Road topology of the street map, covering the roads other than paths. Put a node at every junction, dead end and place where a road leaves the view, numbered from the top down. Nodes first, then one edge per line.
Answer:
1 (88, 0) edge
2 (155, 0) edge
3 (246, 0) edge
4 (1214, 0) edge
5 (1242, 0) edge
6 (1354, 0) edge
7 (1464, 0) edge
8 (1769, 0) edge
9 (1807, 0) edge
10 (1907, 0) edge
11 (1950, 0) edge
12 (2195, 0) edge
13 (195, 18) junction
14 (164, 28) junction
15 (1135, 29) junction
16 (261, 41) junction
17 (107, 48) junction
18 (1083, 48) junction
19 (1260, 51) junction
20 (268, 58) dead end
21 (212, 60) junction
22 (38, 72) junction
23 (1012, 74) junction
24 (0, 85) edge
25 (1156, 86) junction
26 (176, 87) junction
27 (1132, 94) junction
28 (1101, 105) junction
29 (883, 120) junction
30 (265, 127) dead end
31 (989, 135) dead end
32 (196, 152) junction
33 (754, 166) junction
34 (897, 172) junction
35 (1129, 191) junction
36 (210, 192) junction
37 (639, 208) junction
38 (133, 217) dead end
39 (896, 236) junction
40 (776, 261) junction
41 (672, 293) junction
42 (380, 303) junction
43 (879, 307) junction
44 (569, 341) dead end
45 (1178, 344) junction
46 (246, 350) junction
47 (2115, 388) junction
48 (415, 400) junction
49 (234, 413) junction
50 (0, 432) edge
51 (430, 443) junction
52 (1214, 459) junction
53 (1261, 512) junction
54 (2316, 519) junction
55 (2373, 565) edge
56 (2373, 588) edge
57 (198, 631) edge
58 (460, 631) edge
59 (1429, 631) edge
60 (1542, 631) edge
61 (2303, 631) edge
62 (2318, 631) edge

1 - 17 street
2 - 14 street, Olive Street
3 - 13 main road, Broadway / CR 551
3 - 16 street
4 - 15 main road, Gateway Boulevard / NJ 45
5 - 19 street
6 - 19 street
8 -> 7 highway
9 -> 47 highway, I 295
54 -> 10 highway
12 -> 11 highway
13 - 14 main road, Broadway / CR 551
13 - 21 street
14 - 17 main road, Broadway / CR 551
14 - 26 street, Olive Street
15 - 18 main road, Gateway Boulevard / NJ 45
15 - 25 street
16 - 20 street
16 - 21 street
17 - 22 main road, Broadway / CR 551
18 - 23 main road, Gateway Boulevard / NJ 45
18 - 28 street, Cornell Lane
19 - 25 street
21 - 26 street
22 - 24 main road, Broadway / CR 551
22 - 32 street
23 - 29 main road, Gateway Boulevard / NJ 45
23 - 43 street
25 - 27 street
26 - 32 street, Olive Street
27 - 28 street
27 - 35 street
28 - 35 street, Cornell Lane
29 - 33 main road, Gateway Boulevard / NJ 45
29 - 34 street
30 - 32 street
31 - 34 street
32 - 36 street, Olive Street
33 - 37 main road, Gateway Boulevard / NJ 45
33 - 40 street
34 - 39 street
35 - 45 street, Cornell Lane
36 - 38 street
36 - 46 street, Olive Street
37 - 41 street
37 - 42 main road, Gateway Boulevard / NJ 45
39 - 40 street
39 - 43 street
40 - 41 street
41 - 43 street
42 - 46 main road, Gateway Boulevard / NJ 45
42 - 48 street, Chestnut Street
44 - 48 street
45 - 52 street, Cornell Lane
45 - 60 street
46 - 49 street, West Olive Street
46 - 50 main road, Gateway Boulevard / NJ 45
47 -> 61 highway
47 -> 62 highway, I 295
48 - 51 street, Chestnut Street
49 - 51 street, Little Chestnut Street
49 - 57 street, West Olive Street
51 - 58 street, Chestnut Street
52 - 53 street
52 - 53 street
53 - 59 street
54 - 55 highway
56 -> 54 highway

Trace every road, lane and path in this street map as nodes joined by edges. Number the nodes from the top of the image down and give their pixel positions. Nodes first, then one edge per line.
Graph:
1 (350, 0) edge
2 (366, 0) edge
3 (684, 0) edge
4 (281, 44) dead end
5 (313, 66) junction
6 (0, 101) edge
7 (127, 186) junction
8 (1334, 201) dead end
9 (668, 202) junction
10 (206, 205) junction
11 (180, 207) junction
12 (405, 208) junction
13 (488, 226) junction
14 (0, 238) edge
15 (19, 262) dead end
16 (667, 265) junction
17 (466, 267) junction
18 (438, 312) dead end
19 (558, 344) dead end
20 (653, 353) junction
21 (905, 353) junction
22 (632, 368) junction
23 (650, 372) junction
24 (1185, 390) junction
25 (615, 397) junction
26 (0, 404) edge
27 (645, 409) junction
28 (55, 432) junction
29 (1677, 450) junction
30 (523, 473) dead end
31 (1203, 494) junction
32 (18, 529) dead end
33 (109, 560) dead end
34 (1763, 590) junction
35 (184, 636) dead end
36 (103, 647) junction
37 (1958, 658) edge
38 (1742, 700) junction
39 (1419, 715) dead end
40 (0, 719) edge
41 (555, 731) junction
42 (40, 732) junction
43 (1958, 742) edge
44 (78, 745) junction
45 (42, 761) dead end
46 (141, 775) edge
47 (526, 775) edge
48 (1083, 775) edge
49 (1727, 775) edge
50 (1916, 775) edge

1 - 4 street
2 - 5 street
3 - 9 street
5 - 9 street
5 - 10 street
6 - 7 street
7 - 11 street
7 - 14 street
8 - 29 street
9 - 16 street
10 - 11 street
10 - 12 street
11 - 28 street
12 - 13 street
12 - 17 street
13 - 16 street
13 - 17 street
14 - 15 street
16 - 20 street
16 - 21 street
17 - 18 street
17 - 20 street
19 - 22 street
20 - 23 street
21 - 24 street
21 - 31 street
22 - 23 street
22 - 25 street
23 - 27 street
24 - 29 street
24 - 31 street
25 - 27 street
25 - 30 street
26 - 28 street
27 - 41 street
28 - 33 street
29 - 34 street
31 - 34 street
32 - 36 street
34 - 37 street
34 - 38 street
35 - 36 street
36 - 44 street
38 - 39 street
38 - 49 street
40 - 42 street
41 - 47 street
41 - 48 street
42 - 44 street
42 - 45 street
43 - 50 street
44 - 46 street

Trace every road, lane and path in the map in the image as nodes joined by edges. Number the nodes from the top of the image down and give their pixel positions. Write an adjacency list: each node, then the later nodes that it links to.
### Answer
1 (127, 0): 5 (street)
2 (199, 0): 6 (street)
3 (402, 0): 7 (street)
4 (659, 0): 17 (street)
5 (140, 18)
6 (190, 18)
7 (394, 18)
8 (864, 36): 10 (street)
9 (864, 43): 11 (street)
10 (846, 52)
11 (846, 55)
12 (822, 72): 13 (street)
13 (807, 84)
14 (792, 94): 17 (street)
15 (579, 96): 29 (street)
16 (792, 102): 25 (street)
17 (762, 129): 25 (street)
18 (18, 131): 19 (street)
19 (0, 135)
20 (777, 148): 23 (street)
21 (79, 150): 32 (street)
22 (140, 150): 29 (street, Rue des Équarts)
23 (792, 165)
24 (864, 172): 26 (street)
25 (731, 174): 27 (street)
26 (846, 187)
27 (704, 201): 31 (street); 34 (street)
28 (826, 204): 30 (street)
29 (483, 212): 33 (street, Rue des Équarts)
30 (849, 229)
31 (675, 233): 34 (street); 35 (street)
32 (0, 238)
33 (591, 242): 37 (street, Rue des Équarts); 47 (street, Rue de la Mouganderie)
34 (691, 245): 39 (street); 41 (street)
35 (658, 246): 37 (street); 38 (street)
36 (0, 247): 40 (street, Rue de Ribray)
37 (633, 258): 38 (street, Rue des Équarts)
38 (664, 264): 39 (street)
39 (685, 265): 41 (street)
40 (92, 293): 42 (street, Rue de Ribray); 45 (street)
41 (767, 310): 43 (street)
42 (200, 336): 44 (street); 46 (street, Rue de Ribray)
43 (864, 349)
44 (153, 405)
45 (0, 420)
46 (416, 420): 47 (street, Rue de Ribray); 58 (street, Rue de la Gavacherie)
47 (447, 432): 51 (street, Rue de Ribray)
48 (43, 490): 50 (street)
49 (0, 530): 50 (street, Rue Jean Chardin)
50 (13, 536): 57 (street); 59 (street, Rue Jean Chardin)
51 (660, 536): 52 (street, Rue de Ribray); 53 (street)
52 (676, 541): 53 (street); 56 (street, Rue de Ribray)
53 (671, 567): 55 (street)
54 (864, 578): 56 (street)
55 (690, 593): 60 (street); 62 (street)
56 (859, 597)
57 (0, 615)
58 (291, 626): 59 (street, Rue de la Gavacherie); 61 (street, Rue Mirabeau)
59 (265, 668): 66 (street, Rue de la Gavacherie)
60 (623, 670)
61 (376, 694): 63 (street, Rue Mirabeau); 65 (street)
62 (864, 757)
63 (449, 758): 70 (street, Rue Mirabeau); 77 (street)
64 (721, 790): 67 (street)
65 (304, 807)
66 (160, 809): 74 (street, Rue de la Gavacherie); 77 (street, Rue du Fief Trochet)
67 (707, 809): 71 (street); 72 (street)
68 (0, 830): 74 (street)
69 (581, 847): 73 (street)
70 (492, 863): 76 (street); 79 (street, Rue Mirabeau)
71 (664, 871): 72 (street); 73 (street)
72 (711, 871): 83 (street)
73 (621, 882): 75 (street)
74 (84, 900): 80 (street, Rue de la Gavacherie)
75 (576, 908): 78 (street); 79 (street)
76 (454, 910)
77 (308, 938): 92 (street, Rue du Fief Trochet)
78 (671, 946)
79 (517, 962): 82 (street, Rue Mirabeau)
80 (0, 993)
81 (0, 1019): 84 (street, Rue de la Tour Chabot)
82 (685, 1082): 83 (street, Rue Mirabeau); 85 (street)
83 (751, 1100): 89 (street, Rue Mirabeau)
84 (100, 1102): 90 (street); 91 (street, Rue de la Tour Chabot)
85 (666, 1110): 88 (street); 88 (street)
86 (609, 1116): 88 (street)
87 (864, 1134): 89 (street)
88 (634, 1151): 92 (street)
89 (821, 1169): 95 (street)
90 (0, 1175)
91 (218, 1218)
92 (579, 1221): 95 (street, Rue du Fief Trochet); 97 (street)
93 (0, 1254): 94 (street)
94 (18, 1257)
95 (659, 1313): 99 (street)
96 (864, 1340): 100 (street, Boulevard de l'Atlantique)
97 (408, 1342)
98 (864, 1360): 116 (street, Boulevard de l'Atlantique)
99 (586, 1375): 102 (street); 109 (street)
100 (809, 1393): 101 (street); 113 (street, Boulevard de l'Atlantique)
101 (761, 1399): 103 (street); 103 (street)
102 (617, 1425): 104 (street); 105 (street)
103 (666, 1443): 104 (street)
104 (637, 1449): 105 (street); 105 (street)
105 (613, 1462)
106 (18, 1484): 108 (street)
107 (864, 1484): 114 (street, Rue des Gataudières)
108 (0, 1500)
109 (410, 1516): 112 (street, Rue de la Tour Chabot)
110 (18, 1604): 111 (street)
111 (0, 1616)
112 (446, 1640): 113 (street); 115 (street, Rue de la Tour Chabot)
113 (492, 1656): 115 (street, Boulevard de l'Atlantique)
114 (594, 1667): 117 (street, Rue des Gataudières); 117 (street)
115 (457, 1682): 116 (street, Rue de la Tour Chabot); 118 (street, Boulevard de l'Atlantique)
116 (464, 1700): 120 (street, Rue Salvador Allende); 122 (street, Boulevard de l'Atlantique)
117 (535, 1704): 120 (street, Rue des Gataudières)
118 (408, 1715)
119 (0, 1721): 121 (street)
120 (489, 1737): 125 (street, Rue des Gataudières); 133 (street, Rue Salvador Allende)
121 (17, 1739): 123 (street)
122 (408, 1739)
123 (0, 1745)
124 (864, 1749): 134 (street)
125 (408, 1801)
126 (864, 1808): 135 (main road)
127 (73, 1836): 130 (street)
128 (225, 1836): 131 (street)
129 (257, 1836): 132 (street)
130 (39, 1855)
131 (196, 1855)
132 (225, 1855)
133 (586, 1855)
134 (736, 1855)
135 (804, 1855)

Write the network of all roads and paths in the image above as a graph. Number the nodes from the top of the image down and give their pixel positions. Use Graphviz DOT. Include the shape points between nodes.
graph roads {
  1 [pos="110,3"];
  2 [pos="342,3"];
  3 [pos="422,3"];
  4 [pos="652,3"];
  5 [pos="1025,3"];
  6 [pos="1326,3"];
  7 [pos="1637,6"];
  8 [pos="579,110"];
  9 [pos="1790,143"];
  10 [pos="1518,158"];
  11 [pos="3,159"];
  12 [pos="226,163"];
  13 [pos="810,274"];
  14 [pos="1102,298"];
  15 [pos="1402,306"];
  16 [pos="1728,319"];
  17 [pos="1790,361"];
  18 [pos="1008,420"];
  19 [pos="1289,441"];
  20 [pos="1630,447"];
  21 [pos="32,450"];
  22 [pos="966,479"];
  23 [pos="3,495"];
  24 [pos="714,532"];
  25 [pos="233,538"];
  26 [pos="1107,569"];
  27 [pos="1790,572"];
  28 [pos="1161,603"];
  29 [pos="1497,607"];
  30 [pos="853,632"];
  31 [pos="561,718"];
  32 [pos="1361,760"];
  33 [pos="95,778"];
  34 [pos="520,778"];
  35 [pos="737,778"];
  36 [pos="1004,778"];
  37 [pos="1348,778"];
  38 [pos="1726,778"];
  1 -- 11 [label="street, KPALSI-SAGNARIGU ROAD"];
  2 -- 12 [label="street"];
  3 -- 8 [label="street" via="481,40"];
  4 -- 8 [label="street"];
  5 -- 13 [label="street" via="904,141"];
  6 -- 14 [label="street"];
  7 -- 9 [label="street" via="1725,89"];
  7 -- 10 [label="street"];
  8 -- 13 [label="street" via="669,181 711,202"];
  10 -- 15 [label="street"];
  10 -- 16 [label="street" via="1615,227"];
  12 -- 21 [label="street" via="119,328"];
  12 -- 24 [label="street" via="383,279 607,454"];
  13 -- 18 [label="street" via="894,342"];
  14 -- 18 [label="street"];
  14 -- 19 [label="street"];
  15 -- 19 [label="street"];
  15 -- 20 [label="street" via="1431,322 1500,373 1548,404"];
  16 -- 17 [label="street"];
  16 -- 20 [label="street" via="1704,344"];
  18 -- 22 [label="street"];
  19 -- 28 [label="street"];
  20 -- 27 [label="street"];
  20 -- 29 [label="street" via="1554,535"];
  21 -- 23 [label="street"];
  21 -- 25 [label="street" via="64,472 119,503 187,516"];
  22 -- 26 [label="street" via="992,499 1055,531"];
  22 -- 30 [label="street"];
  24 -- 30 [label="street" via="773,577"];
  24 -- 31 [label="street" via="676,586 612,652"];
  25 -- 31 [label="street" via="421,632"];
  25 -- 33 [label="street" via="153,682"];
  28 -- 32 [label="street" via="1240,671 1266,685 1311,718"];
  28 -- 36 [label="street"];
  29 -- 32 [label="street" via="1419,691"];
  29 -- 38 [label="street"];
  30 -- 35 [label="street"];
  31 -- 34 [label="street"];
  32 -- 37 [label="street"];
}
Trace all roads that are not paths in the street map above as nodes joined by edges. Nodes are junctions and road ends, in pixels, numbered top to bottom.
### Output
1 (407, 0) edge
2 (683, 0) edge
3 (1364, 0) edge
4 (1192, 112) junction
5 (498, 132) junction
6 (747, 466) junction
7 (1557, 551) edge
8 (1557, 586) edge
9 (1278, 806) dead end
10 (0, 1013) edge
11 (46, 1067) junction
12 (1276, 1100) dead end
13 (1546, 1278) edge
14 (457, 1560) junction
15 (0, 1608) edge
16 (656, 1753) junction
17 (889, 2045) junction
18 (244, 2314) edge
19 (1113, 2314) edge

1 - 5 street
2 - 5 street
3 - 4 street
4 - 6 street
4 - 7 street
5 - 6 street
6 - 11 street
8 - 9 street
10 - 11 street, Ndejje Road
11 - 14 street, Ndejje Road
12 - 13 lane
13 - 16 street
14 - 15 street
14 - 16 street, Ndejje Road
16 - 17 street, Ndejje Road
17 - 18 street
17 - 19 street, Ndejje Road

■ Exercise requirements ■
Print, exactly and only, the lines running from the one with "Trace all roads" to the end of the data above.

■ Exercise output ■
Trace all roads that are not paths in the street map above as nodes joined by edges. Nodes are junctions and road ends, in pixels, numbered top to bottom.
### Output
1 (407, 0) edge
2 (683, 0) edge
3 (1364, 0) edge
4 (1192, 112) junction
5 (498, 132) junction
6 (747, 466) junction
7 (1557, 551) edge
8 (1557, 586) edge
9 (1278, 806) dead end
10 (0, 1013) edge
11 (46, 1067) junction
12 (1276, 1100) dead end
13 (1546, 1278) edge
14 (457, 1560) junction
15 (0, 1608) edge
16 (656, 1753) junction
17 (889, 2045) junction
18 (244, 2314) edge
19 (1113, 2314) edge

1 - 5 street
2 - 5 street
3 - 4 street
4 - 6 street
4 - 7 street
5 - 6 street
6 - 11 street
8 - 9 street
10 - 11 street, Ndejje Road
11 - 14 street, Ndejje Road
12 - 13 lane
13 - 16 street
14 - 15 street
14 - 16 street, Ndejje Road
16 - 17 street, Ndejje Road
17 - 18 street
17 - 19 street, Ndejje Road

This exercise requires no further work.